WORK ITEM: Lines of the listing below that contain the string "LOWER" are to be returned.

+===+

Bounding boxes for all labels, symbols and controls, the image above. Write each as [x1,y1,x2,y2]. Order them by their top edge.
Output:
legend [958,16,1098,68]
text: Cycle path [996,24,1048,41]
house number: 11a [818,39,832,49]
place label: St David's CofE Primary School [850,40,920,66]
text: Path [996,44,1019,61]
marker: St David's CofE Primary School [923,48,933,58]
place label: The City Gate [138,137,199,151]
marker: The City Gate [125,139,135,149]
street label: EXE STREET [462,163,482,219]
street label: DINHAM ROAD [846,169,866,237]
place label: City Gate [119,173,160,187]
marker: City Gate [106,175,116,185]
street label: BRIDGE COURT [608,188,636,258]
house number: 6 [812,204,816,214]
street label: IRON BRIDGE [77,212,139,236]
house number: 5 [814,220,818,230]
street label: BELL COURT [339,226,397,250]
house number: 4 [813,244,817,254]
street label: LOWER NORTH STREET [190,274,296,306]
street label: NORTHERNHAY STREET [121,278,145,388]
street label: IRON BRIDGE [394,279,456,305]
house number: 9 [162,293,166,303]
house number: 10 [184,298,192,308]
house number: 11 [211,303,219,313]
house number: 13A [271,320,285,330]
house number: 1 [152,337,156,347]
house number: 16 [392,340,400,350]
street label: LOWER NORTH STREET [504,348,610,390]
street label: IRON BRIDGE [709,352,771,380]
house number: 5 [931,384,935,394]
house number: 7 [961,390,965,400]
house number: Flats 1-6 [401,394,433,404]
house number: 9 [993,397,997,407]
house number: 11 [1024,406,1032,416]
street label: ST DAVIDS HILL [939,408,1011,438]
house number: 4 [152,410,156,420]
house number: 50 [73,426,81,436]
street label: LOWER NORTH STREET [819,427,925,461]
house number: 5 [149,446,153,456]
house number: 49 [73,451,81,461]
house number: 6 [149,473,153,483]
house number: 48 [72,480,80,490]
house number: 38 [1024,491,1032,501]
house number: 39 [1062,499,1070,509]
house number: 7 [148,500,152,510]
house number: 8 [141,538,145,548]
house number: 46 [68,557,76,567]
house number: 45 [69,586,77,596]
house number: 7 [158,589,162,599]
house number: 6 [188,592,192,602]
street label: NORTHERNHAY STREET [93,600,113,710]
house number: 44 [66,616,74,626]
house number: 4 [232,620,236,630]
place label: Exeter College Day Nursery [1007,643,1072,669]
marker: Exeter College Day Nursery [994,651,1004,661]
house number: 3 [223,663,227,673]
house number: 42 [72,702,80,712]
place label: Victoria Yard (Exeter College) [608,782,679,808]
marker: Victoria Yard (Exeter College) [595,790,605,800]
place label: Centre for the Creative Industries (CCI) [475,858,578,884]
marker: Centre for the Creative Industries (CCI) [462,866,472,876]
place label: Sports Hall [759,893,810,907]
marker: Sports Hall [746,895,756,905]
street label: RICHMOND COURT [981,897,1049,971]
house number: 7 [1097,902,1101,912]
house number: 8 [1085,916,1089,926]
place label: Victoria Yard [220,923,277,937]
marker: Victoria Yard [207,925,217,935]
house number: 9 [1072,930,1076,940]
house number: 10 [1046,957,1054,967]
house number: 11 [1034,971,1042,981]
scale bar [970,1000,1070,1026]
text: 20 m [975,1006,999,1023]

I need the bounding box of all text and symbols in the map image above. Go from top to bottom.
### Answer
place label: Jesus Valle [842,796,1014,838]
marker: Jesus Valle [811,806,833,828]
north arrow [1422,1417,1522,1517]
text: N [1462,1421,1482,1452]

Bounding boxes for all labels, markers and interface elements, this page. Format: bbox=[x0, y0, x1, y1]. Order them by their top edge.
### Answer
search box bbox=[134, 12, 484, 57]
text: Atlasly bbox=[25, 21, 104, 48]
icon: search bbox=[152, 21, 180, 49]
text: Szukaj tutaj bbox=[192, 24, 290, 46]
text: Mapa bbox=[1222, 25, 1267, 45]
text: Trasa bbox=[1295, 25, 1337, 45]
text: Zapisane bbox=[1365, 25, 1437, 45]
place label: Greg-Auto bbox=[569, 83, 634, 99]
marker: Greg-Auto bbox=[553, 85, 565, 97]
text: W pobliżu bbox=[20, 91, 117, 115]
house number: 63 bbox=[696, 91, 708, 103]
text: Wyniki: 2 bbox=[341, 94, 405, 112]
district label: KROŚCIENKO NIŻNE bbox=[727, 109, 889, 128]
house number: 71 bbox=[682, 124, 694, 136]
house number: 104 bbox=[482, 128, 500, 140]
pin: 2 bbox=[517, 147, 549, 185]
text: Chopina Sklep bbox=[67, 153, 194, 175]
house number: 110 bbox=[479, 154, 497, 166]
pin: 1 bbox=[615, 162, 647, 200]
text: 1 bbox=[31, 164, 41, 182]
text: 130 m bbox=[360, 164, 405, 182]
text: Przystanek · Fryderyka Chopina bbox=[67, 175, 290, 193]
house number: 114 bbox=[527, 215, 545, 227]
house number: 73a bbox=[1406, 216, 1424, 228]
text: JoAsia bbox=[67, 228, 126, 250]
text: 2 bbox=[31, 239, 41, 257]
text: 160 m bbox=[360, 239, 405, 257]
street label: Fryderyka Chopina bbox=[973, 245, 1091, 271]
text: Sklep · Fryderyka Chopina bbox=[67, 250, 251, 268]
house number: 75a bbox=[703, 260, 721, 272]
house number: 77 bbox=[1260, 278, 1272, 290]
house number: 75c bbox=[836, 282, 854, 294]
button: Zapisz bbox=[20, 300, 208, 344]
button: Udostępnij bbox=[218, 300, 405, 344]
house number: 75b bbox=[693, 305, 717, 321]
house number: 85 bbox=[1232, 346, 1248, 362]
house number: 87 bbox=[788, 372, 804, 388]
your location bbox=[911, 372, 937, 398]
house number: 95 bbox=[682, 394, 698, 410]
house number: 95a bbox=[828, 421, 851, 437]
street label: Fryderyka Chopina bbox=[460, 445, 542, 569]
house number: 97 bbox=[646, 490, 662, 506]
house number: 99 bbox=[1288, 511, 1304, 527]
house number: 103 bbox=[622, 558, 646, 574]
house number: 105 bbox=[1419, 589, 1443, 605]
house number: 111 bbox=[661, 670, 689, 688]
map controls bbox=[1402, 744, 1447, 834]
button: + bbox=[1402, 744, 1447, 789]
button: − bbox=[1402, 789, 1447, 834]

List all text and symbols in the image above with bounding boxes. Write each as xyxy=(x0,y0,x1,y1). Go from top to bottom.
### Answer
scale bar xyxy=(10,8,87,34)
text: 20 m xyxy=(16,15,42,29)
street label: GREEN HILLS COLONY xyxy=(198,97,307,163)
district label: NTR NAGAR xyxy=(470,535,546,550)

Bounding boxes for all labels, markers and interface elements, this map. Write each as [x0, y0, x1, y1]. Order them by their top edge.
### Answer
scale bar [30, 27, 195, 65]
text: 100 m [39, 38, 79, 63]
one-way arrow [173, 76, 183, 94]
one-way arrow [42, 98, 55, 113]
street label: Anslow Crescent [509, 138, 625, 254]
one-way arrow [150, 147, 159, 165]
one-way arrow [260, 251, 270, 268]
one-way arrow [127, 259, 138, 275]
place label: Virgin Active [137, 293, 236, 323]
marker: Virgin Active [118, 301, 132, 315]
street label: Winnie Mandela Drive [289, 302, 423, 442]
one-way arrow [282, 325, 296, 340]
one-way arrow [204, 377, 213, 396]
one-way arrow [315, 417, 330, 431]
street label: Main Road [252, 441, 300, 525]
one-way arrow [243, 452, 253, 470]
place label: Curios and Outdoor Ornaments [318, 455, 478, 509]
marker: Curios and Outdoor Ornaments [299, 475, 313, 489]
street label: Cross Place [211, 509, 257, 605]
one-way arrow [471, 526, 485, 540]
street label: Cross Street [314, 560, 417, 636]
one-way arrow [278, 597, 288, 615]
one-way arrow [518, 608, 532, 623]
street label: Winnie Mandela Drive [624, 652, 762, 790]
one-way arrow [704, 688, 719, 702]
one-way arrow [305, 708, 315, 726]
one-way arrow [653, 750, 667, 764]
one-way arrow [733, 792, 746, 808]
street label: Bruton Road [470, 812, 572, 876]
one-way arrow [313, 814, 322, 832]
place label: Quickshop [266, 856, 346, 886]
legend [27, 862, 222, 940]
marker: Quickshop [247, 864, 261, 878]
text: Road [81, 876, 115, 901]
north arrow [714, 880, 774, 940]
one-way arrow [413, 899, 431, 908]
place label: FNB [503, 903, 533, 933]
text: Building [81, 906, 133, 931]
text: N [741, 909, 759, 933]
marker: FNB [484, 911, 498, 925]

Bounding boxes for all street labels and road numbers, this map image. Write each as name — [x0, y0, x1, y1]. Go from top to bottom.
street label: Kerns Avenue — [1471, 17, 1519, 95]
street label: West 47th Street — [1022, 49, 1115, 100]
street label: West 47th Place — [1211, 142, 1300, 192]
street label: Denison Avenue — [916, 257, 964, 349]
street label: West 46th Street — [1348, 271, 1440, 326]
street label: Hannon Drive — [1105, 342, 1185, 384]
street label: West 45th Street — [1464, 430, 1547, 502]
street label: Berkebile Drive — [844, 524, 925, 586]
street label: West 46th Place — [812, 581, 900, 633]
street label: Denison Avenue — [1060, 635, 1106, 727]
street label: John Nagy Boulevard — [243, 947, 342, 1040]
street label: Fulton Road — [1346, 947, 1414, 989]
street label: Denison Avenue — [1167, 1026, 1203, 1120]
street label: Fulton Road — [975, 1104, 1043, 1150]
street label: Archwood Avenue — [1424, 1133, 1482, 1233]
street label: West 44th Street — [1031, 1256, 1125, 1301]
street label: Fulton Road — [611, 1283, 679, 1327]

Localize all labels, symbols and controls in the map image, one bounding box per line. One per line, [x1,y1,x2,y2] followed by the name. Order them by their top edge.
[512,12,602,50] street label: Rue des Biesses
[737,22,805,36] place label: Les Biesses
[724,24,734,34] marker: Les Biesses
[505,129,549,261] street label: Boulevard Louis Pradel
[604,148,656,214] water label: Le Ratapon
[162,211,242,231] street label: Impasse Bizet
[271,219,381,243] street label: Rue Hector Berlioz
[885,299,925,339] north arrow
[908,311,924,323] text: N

+===+

TASK RESPONSE:
street label: LOWER NORTH STREET [190,274,296,306]
street label: LOWER NORTH STREET [504,348,610,390]
street label: LOWER NORTH STREET [819,427,925,461]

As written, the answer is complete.